Which lines have the string "roads"? Copy all of them from the entries below.

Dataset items
────────

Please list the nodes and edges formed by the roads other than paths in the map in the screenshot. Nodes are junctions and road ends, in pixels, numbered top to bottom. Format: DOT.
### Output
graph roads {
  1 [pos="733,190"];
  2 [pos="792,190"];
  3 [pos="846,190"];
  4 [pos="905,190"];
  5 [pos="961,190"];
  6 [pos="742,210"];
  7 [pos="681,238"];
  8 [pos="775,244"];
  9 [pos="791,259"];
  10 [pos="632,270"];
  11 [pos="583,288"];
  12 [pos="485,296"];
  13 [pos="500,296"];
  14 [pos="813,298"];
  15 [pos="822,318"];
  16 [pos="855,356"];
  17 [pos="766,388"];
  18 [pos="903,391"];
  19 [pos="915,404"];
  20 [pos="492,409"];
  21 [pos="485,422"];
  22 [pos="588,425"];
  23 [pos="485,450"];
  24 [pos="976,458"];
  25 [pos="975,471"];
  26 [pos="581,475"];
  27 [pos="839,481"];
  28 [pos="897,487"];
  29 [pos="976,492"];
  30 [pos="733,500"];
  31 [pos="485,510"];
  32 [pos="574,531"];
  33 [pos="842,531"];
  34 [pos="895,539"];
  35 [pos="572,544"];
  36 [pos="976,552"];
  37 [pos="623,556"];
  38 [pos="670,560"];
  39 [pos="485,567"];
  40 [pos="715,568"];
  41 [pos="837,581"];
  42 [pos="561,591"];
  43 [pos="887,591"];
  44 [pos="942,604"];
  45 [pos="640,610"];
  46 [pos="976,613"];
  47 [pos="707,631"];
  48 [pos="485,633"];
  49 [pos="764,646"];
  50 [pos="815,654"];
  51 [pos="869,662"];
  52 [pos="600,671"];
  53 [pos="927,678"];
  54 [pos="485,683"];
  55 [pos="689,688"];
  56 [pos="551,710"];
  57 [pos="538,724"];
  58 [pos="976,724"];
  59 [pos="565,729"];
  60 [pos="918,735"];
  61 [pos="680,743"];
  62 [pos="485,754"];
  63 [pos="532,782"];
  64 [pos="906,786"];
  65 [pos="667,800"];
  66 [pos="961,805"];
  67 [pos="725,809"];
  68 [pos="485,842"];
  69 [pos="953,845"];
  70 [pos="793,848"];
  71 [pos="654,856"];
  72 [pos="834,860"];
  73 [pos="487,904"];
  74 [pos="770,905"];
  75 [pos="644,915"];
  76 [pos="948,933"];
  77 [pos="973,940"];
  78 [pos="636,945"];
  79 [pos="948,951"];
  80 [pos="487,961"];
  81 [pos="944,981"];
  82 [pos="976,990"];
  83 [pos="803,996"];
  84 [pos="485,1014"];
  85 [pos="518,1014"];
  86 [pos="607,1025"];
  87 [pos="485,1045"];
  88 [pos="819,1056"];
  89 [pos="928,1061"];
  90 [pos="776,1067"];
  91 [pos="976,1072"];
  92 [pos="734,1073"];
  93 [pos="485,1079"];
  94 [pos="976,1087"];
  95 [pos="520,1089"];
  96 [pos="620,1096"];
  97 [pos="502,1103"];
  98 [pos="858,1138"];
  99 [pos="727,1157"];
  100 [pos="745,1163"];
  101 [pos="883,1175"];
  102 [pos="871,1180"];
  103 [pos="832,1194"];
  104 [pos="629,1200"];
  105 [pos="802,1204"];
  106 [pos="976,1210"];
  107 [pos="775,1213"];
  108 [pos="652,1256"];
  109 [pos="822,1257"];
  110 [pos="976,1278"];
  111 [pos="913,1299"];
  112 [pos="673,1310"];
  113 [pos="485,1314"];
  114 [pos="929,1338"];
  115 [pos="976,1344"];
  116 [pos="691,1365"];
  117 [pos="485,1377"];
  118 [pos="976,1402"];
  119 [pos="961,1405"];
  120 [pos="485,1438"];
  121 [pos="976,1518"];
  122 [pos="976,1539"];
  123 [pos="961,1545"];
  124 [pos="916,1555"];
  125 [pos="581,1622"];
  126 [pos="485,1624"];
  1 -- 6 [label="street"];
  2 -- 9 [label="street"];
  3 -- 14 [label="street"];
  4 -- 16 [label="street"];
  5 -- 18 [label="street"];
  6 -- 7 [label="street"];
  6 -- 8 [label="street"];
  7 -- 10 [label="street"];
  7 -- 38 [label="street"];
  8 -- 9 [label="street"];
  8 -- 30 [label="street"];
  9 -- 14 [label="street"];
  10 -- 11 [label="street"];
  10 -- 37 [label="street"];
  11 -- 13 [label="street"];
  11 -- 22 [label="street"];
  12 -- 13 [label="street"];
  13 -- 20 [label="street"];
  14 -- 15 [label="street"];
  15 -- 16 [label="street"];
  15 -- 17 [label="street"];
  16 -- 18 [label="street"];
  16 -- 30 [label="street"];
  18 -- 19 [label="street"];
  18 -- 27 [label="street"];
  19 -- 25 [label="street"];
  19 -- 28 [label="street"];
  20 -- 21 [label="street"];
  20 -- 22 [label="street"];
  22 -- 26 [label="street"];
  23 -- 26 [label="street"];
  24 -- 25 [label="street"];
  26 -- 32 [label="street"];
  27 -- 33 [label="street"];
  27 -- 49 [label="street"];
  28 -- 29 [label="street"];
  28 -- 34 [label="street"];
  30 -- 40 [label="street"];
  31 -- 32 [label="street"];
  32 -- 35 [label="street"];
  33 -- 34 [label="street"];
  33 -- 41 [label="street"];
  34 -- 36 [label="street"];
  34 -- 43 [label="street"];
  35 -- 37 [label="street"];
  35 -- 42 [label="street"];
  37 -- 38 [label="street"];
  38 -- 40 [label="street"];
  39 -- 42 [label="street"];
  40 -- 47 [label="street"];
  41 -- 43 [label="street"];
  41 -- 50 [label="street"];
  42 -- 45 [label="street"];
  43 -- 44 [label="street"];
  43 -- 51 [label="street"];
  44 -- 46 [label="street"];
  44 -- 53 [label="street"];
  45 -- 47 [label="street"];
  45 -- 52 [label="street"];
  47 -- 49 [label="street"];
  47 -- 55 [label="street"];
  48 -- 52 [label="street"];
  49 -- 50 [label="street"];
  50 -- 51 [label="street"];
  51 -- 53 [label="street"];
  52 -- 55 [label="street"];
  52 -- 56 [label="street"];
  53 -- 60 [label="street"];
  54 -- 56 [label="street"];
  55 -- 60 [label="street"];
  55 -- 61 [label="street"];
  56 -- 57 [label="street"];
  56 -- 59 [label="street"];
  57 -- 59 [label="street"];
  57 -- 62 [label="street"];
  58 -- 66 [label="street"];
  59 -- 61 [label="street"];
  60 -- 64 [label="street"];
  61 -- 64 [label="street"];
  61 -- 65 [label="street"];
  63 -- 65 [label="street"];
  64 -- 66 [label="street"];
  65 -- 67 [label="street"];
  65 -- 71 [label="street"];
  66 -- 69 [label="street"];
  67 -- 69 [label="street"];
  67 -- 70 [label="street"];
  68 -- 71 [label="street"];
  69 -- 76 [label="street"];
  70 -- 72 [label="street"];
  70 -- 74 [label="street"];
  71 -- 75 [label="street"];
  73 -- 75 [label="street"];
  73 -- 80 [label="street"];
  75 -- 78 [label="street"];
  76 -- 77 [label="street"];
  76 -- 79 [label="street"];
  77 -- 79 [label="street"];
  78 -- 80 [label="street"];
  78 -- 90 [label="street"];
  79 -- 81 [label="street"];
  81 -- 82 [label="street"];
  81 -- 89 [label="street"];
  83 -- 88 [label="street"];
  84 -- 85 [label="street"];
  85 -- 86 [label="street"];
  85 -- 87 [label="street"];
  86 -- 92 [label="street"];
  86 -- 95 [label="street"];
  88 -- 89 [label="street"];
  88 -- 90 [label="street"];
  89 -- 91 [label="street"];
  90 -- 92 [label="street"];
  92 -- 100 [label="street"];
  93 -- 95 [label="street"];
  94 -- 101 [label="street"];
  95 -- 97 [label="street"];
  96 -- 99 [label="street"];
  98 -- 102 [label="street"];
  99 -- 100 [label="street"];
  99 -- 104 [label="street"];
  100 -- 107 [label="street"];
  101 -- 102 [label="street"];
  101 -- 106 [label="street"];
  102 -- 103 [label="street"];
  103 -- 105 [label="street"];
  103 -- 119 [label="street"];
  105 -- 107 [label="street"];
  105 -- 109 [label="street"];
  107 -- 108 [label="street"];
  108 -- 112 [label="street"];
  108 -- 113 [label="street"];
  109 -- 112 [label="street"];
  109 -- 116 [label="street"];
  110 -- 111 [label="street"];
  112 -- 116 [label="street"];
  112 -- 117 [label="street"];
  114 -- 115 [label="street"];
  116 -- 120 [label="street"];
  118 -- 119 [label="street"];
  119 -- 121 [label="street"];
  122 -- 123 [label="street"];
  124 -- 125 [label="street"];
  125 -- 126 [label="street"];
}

────────

(SOLUTION TO THIS EXERCISE):
Please list the nodes and edges formed by the roads other than paths in the map in the screenshot. Nodes are junctions and road ends, in pixels, numbered top to bottom. Format: DOT.
graph roads {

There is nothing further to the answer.